We're ditching paper exams - so please get hacking our IT, asks Finnish exam board

The Finnish Matriculation Examination Board is organising a crowdsourced hacking competition to help find flaws in its electronic exam system.
Written by Olli Sulopuisto, Contributor

In a few years' time, Finnish secondary school students will be sitting their exams on their own PCs – but hacking the IT that could underpin the new system was an easy matter for one software designer.

It took Toni Lähdekorpi all of five minutes to hack the Linux system that could be used for the electronic version of Finland's matriculation exam. Lähdekorpi, a software entrepreneur from Pori, Finland, is one of the people taking part in Hackabi, a crowdsourced hacking competition that organised to help find vulnerabilities in the proposed system.

"It was ridiculously simple. Everybody came up with the same first exploit. It's a basic thing you always look at first," said Lähdekorpi, who works with Linux systems.

To win the competition, which runs until 1 October, participants have to find as many clever, and unique exploits as possible — so there's no spot on the top of the leaderboard for Lähdekorpi yet. The competition is being judged by three IT security professionals, including Mikko Hyppönen of F-Secure.

As of now the Finnish matriculation examination is still a purely paper-and-pencil affair. Each year more than 30,000 students from over 400 upper secondary schools take the exam at the exact same time. The plan is to have parts of the exams done on computers in autumn of 2016 and everything by 2019.

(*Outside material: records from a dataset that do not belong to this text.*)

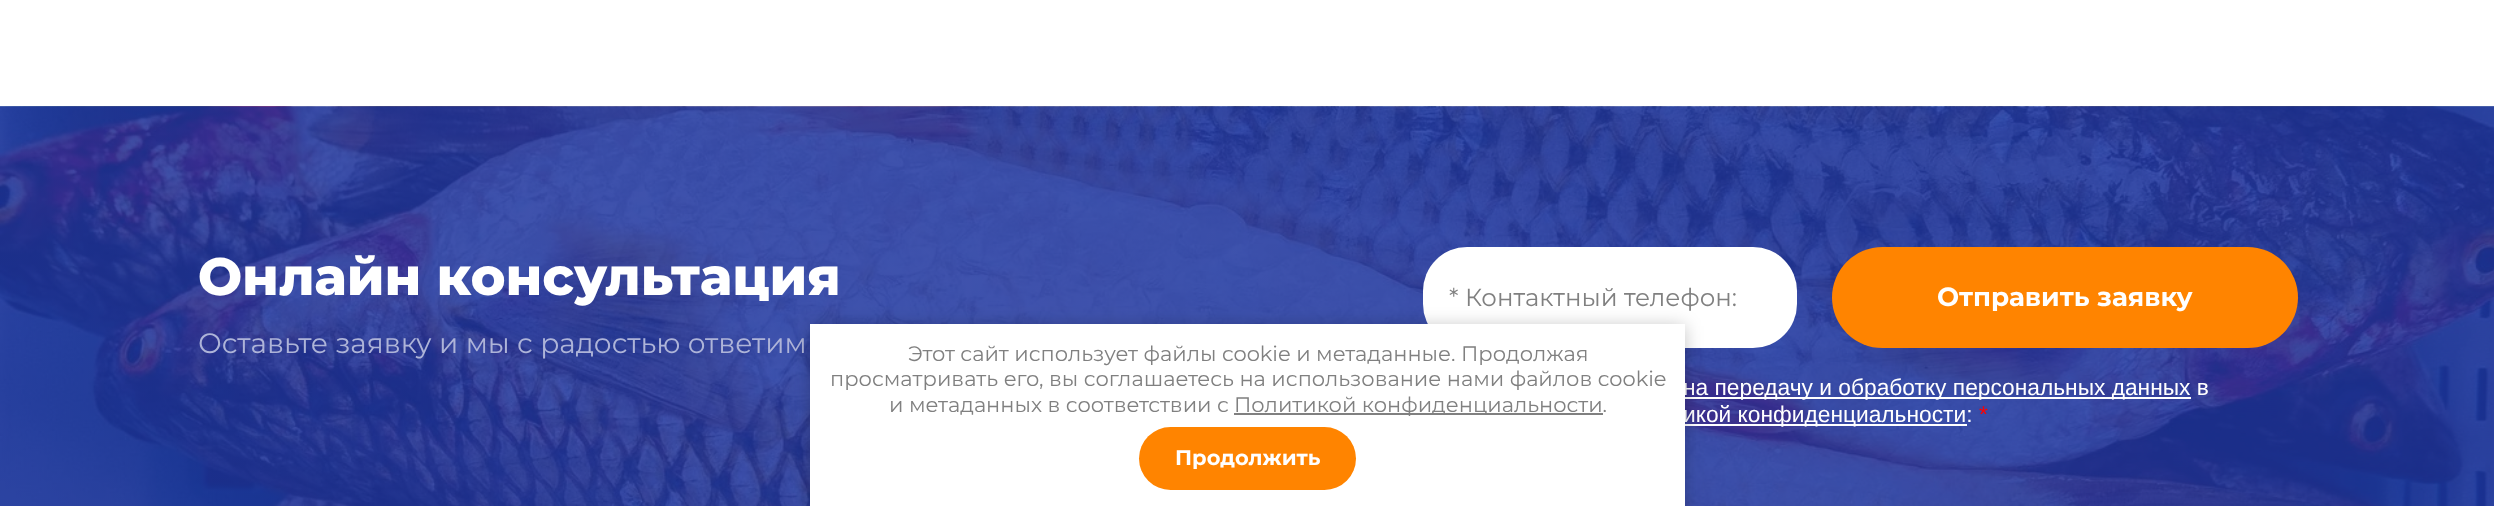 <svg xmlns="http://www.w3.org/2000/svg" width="2494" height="506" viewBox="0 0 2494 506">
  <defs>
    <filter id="blur1" x="-50%" y="-200%" width="200%" height="500%"><feGaussianBlur stdDeviation="9"/></filter>
  </defs>
  <rect width="100%" height="100%" fill="#ffffff"/>
  <image x="0" y="106" width="2494" height="400" href="img1.png"/>
  <text x="198" y="295" font-family="Montserrat" font-size="52.5" font-weight="100" fill="#ffffff">Онлайн консультация</text>
  <text x="198" y="353" font-family="Montserrat" font-size="28" fill="#aeb4d8">Оставьте заявку и мы с радостью ответим</text>
  <rect x="1423" y="247" width="374" height="101" rx="44" fill="#ffffff"/>
  <text x="1449" y="306" font-family="Montserrat" font-size="24.5" fill="#808080">* Контактный телефон:</text>
  <rect x="1832" y="247" width="466" height="101" rx="50.5" fill="#ff8400"/>
  <text x="1937" y="306" font-family="Montserrat" font-size="26.25" font-weight="bold" fill="#ffffff">Отправить заявку</text>
  <rect x="1685" y="397" width="506" height="2" fill="#ffffff"/>
  <text x="1683" y="395" font-family="Liberation Sans" font-size="22.75" fill="#ffffff">на передачу и обработку персональных данных в</text>
  <rect x="1685" y="424" width="282" height="2" fill="#ffffff"/>
  <text x="1683" y="422" font-family="Liberation Sans" font-size="22.75" fill="#ffffff">икой конфиденциальности:</text>
  <text x="1979" y="422" font-family="Liberation Sans" font-size="22.75" fill="#ff0000">*</text>
  <rect x="810" y="326" width="875" height="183" fill="#000000" fill-opacity="0.23" filter="url(#blur1)"/>
  <rect x="810" y="324" width="875" height="182" fill="#ffffff"/>
  <text x="908" y="361" font-family="Montserrat" font-size="21" fill="#808080">Этот сайт использует файлы cookie и метаданные. Продолжая</text>
  <text x="830" y="386" font-family="Montserrat" font-size="21" fill="#808080">просматривать его, вы соглашаетесь на использование нами файлов cookie</text>
  <text x="889" y="412" font-family="Montserrat" font-size="21" fill="#808080">и метаданных в соответствии с</text>
  <rect x="1234" y="413" width="369" height="2" fill="#808080"/>
  <text x="1234" y="412" font-family="Montserrat" font-size="21" fill="#808080">Политикой конфиденциальности.</text>
  <rect x="1139" y="427" width="217" height="63" rx="31.5" fill="#ff8400"/>
  <text x="1175" y="465" font-family="Montserrat" font-size="21" font-weight="bold" fill="#ffffff">Продолжить</text>
</svg>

"Systems that can handle simultaneous high stakes exams aren't too plentiful. It was a slight disappointment to me," said Matti Lattu, the project manager at the Finnish Matriculation Board.

Lattu thought of the Linux system that is being poked about with right now as a public beta release, a way to inform the teachers and the students about the upcoming changes and raise awareness in general.

"The idea isn't that we'll organise a hacking competition that'll fix everything. The system hasn't been audited by professionals yet. We know the competition is symbolic," he said.

The current system is a Debian Linux live install that can be run in a virtual machine. The purpose of using a live install operating system is to allow the students to use their own computers in the exams, though Lattu said  they aren't "locked into the idea" of using Linux.

The possibility of cheating has generated a lot of concern, but Lattu said the biggest challenges are related to reliability and overcoming IT failures during the exam.

"If a service provider claims 95 percent availability, with 30,000 students that would mean letting down hundreds of students. That's what makes this difficult but also interesting," Lattu said.